**Work to be completed**
Every line containing "name" should be copied out. Go through the entries and find them.
** Opening Records for processing block **
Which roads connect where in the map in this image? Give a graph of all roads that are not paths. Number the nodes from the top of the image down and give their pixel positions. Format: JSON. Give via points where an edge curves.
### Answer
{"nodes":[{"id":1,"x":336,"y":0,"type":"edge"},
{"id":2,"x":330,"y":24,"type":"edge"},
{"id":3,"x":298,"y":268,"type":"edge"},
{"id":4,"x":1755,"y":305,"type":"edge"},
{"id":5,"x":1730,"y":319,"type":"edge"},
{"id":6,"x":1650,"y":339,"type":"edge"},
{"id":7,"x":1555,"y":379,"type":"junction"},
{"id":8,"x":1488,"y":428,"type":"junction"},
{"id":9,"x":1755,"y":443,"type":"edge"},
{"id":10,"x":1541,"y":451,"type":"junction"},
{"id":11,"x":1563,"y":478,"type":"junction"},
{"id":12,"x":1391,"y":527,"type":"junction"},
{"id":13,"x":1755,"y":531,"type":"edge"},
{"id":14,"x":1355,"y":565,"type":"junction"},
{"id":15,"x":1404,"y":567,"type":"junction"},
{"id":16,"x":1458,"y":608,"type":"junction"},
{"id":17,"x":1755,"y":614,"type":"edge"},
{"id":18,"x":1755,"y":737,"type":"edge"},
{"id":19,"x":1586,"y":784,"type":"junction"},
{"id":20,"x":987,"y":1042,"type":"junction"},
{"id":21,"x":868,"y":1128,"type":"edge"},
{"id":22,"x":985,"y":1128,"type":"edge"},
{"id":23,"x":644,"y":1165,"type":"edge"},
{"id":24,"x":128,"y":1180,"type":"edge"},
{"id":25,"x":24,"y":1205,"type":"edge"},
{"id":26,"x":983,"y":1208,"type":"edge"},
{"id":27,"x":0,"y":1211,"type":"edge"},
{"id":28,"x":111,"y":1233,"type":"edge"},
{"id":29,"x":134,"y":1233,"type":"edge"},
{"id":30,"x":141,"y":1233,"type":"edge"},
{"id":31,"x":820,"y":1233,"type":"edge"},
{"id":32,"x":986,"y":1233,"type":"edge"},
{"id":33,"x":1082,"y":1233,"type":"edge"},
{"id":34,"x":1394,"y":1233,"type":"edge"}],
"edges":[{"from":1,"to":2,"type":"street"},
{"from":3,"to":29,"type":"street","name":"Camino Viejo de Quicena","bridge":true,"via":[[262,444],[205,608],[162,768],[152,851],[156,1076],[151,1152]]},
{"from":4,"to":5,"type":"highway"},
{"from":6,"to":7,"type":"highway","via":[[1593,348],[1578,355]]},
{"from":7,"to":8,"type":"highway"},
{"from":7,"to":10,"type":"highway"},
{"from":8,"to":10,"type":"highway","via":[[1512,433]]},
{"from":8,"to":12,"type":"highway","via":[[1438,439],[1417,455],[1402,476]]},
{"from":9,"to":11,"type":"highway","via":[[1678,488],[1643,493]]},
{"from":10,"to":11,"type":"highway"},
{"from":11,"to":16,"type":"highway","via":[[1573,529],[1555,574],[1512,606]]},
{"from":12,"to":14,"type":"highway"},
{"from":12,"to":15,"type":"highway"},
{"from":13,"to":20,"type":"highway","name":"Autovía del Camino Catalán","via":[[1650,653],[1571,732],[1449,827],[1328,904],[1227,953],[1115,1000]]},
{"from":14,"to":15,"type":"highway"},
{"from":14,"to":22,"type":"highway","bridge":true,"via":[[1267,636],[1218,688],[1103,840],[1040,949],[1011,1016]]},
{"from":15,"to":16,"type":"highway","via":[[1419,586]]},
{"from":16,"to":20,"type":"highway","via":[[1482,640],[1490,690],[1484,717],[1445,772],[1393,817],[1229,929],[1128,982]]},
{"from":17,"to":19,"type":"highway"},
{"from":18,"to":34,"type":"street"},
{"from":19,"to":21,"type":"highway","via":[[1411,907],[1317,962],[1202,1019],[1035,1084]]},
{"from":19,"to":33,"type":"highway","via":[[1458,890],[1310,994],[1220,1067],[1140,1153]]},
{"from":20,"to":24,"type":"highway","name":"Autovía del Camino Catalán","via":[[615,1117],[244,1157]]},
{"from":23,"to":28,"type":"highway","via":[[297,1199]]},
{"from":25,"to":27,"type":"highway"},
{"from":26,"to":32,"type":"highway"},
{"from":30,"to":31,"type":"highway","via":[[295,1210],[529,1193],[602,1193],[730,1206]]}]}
** Closing Records for processing block **
**Answer for the task**
{"from":3,"to":29,"type":"street","name":"Camino Viejo de Quicena","bridge":true,"via":[[262,444],[205,608],[162,768],[152,851],[156,1076],[151,1152]]},
{"from":13,"to":20,"type":"highway","name":"Autovía del Camino Catalán","via":[[1650,653],[1571,732],[1449,827],[1328,904],[1227,953],[1115,1000]]},
{"from":20,"to":24,"type":"highway","name":"Autovía del Camino Catalán","via":[[615,1117],[244,1157]]},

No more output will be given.